Telphusa perspicua

Scientific classification
- Domain: Eukaryota
- Kingdom: Animalia
- Phylum: Arthropoda
- Class: Insecta
- Order: Lepidoptera
- Family: Gelechiidae
- Genus: Telphusa
- Species: T. perspicua
- Binomial name: Telphusa perspicua (Walsingham, 1897)
- Synonyms: Gelechia perspicua Walsingham, 1897;

= Telphusa perspicua =

- Authority: (Walsingham, 1897)
- Synonyms: Gelechia perspicua Walsingham, 1897

Species of moth

Telphusa perspicua is a moth of the family Gelechiidae. It is found in the West Indies, where it has been recorded from Hispaniola, Cuba and Puerto Rico.
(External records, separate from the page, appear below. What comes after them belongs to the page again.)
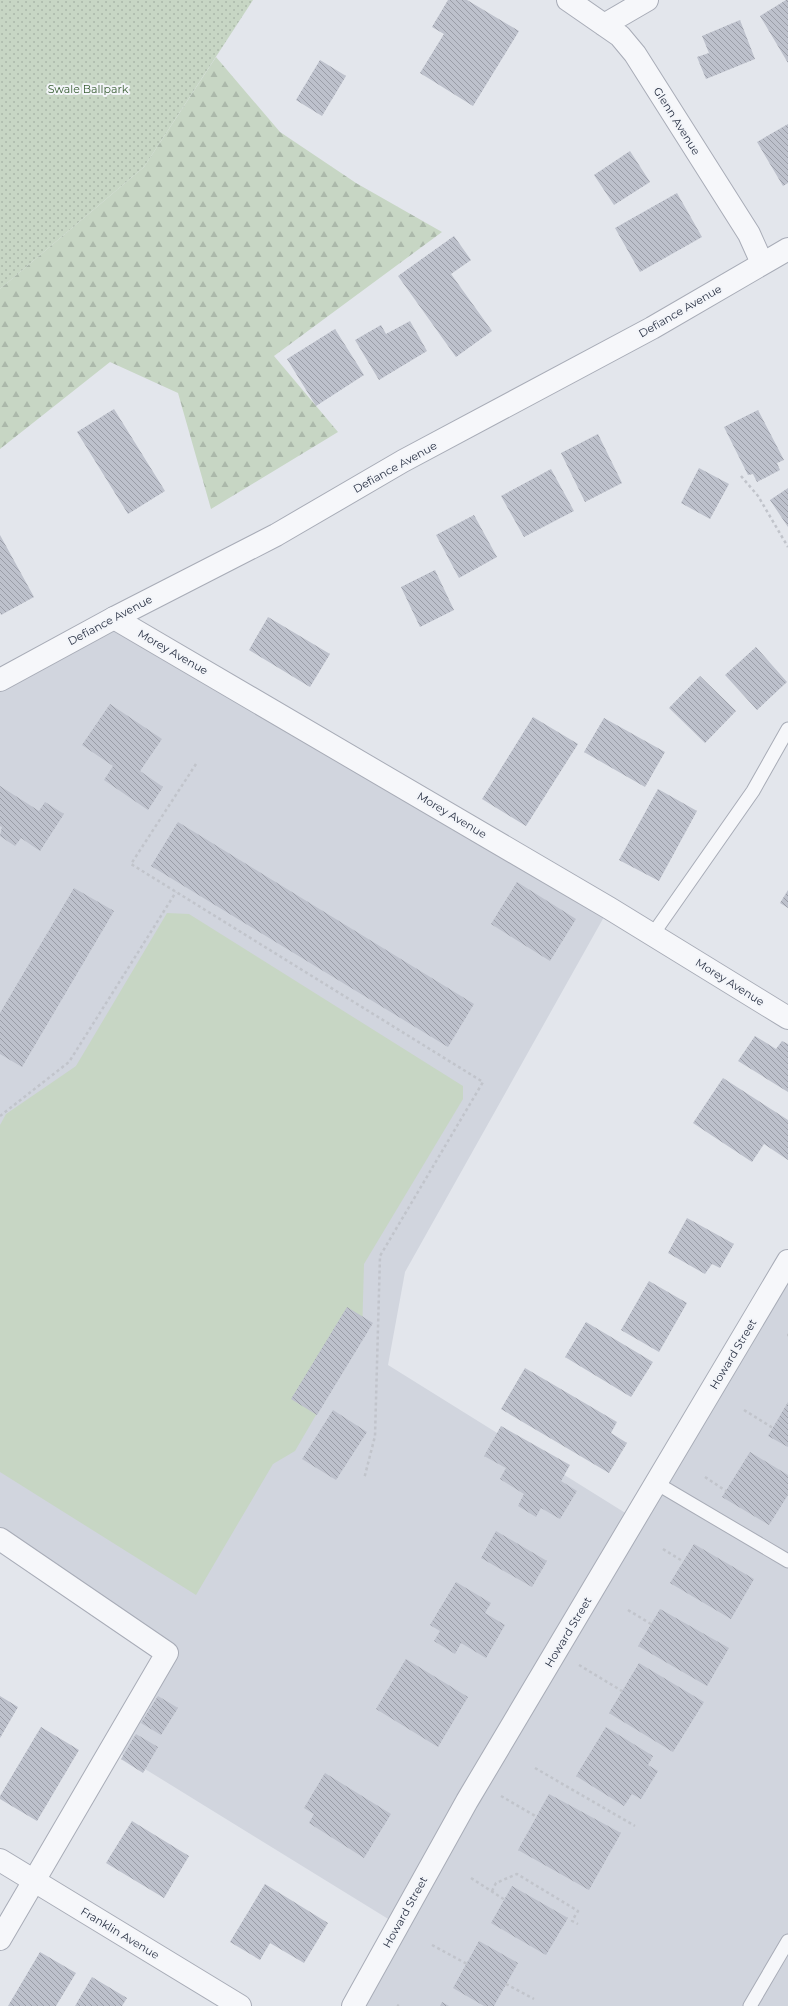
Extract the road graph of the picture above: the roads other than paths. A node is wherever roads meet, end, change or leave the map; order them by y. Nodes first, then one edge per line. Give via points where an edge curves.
1 (568, 0) edge
2 (647, 0) edge
3 (604, 25) junction
4 (787, 252) edge
5 (762, 263) junction
6 (114, 618) junction
7 (0, 680) edge
8 (788, 729) edge
9 (653, 934) junction
10 (788, 1018) edge
11 (788, 1261) edge
12 (656, 1483) junction
13 (0, 1539) edge
14 (788, 1561) edge
15 (0, 1860) edge
16 (35, 1881) junction
17 (0, 1939) edge
18 (788, 1941) edge
19 (240, 2006) edge
20 (353, 2006) edge
21 (750, 2006) edge

1 - 3 street, Glenn Avenue
2 - 3 street
3 - 5 street, Glenn Avenue via 620,36 635,54 749,234
4 - 5 street, Defiance Avenue
5 - 6 street, Defiance Avenue via 652,328 403,461 276,535
6 - 7 street, Defiance Avenue
6 - 9 street, Morey Avenue
8 - 9 lane via 753,792
9 - 10 street, Morey Avenue
11 - 12 street, Howard Street
12 - 14 lane
12 - 20 street, Howard Street via 479,1782
13 - 16 street via 167,1653
15 - 16 street, Franklin Avenue
16 - 17 street
16 - 19 street, Franklin Avenue
18 - 21 lane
The wingspan is about 13 mm. The forewings are dark brown, much mottled with whitish ochreous, mingled with iridescent green reflections. The paler colouring does not extend to the base but only to the sinuate oblique outer edge of a strongly-marked dark basal patch, the green metallic reflections being especially noticeable beyond its outer margin. Below the middle of the costal margin is a small ocelloid spot with a dark brown centre, and the pale upper margin is preceded by a smaller one and followed by a third spot a little more distant from it, which forms the outer extremity of a dark brown shade. There are three patches of raised whitish-ochreous scales, the first on the disc before the middle, and two below the disc almost reaching the dorsum, the one before the other behind the middle. The apical portion of the wing is much mottled and contains a paler costal patch at one-fourth from the apex. The hindwings are very transparent, the veins indicated by greyish brown, the intermediate spaces except at the apex with bright steel-blue iridescence.